━━ DATA SHOWN ━━
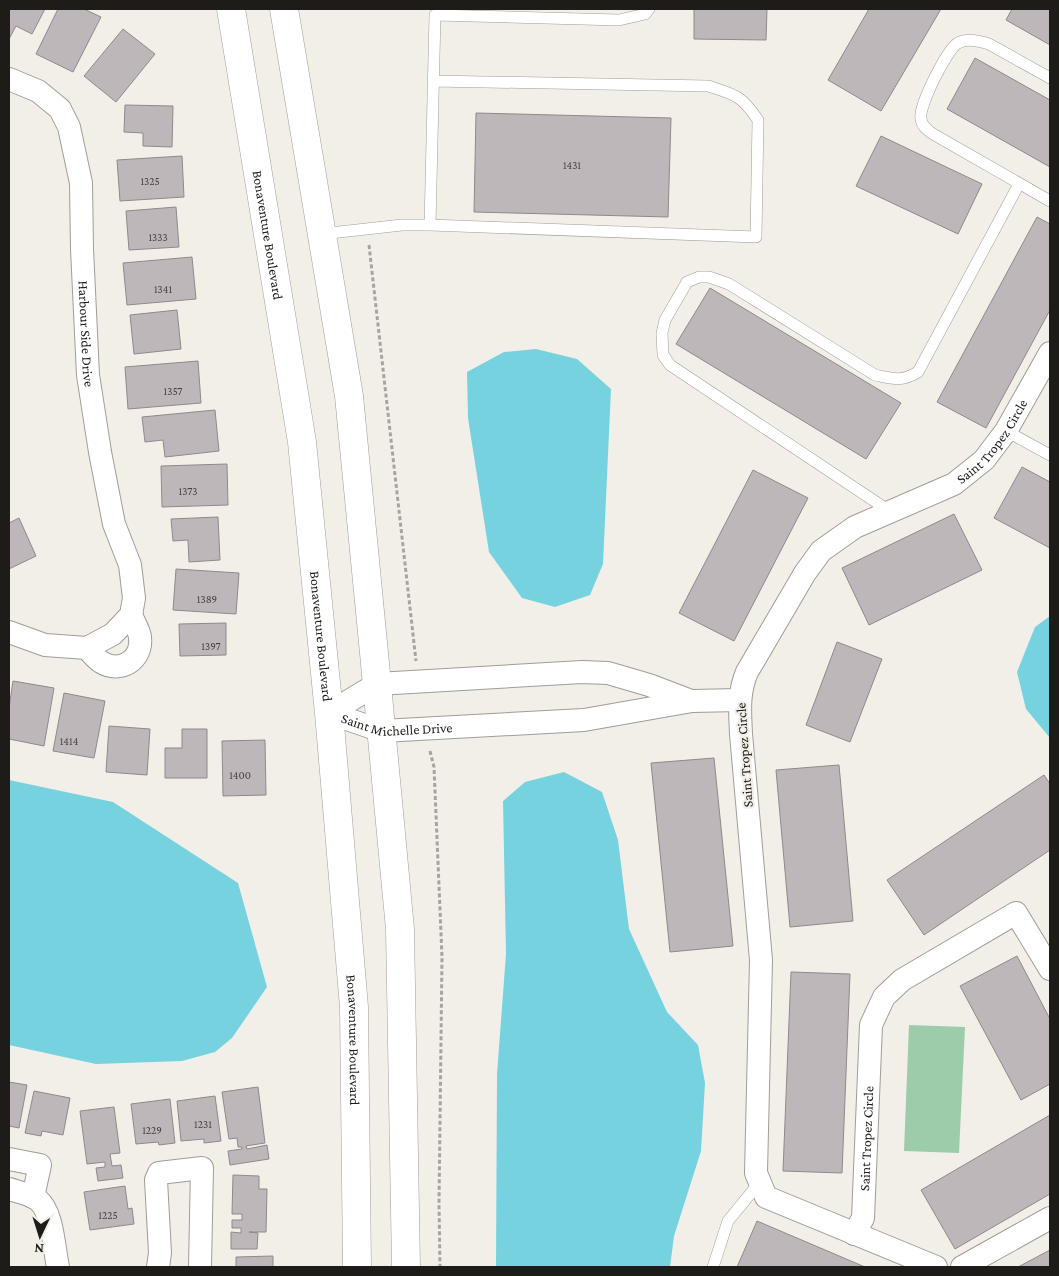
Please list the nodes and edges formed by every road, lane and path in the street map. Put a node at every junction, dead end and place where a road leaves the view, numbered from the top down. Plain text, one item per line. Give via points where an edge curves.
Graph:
1 (231, 9) edge
2 (284, 9) edge
3 (649, 9) edge
4 (476, 12) edge
5 (1050, 78) edge
6 (9, 79) edge
7 (434, 81) junction
8 (1019, 184) junction
9 (1050, 201) edge
10 (430, 225) junction
11 (321, 234) junction
12 (1050, 353) edge
13 (1006, 431) junction
14 (1050, 455) edge
15 (891, 512) junction
16 (131, 615) junction
17 (9, 632) edge
18 (87, 648) junction
19 (377, 684) junction
20 (739, 700) junction
21 (692, 701) junction
22 (328, 713) junction
23 (382, 731) junction
24 (1050, 969) edge
25 (9, 1159) edge
26 (760, 1182) junction
27 (9, 1189) edge
28 (33, 1197) junction
29 (1050, 1218) edge
30 (854, 1234) junction
31 (58, 1267) edge
32 (158, 1267) edge
33 (200, 1267) edge
34 (357, 1267) edge
35 (406, 1267) edge
36 (713, 1267) edge
37 (936, 1267) edge
38 (962, 1267) edge

1 - 22 main road, Bonaventure Boulevard via 302,442
2 - 11 main road
3 - 4 lane via 646,14 619,20
4 - 7 lane via 435,15
5 - 8 lane via 989,44 967,40 950,51 920,112 924,127 933,134
6 - 16 street, Harbour Side Drive via 38,91 60,109 69,127 81,183 88,375 114,524 130,565 134,598
7 - 10 lane
7 - 10 lane via 708,86 735,95 758,120 756,237
8 - 9 lane
8 - 15 lane via 918,372 906,379 875,375 729,284 709,277 687,282 665,320 661,345 670,365
10 - 11 lane
11 - 19 main road via 349,396
12 - 13 street, Saint Tropez Circle
13 - 14 lane
13 - 15 street, Saint Tropez Circle via 984,460 954,484
15 - 20 street, Saint Tropez Circle via 855,527 821,551 804,573 747,672
16 - 18 street via 113,634
16 - 18 street, Harbour Side Drive via 140,637 139,653 130,662 118,668 101,663
17 - 18 street via 44,645
19 - 21 street, Saint Michelle Drive via 608,673
19 - 22 street, Saint Michelle Drive
19 - 23 main road
20 - 21 street, Saint Michelle Drive
20 - 26 street, Saint Tropez Circle via 761,960 756,1173
21 - 23 street, Saint Michelle Drive via 584,720
22 - 23 street, Saint Michelle Drive
22 - 34 main road, Bonaventure Boulevard via 354,1007
23 - 35 main road via 400,929
24 - 30 street, Saint Tropez Circle via 1016,913 902,980 884,996 871,1024 863,1218
25 - 28 street via 40,1165
26 - 30 street, Saint Tropez Circle via 766,1197
26 - 36 lane via 728,1221
27 - 28 street
28 - 31 street via 40,1202 49,1218
29 - 38 street
30 - 37 street, Saint Tropez Circle
32 - 33 street via 156,1180 159,1173 202,1168

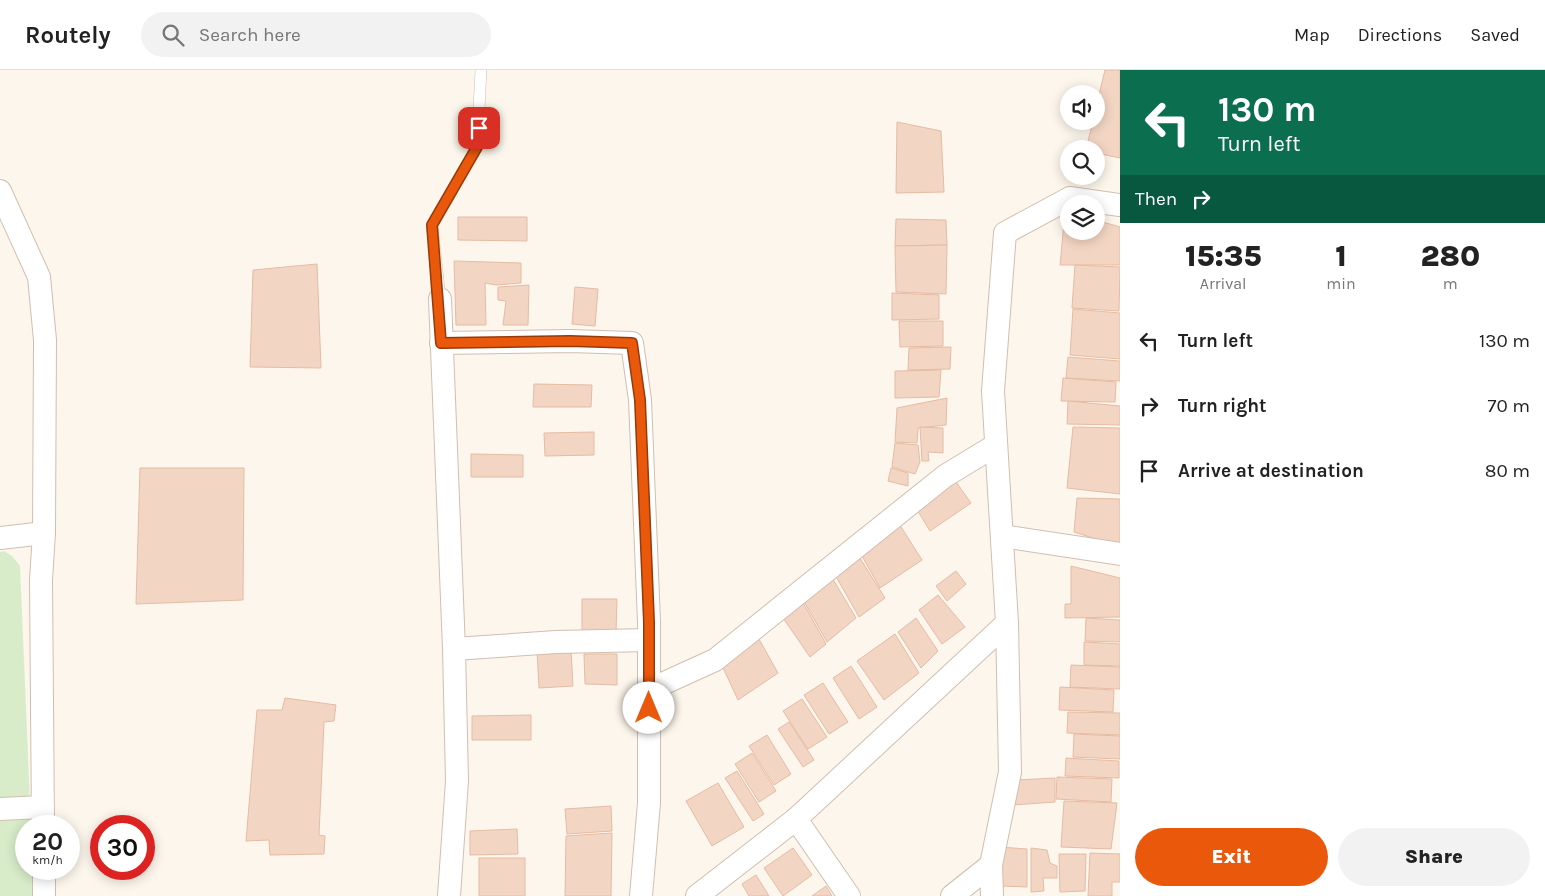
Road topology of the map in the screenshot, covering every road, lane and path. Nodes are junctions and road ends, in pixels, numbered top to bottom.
━━━
EXERCISE AIM>
If a line of the listing contains "every", count it; state the final number and nothing more.

WORKED SOLUTION>
2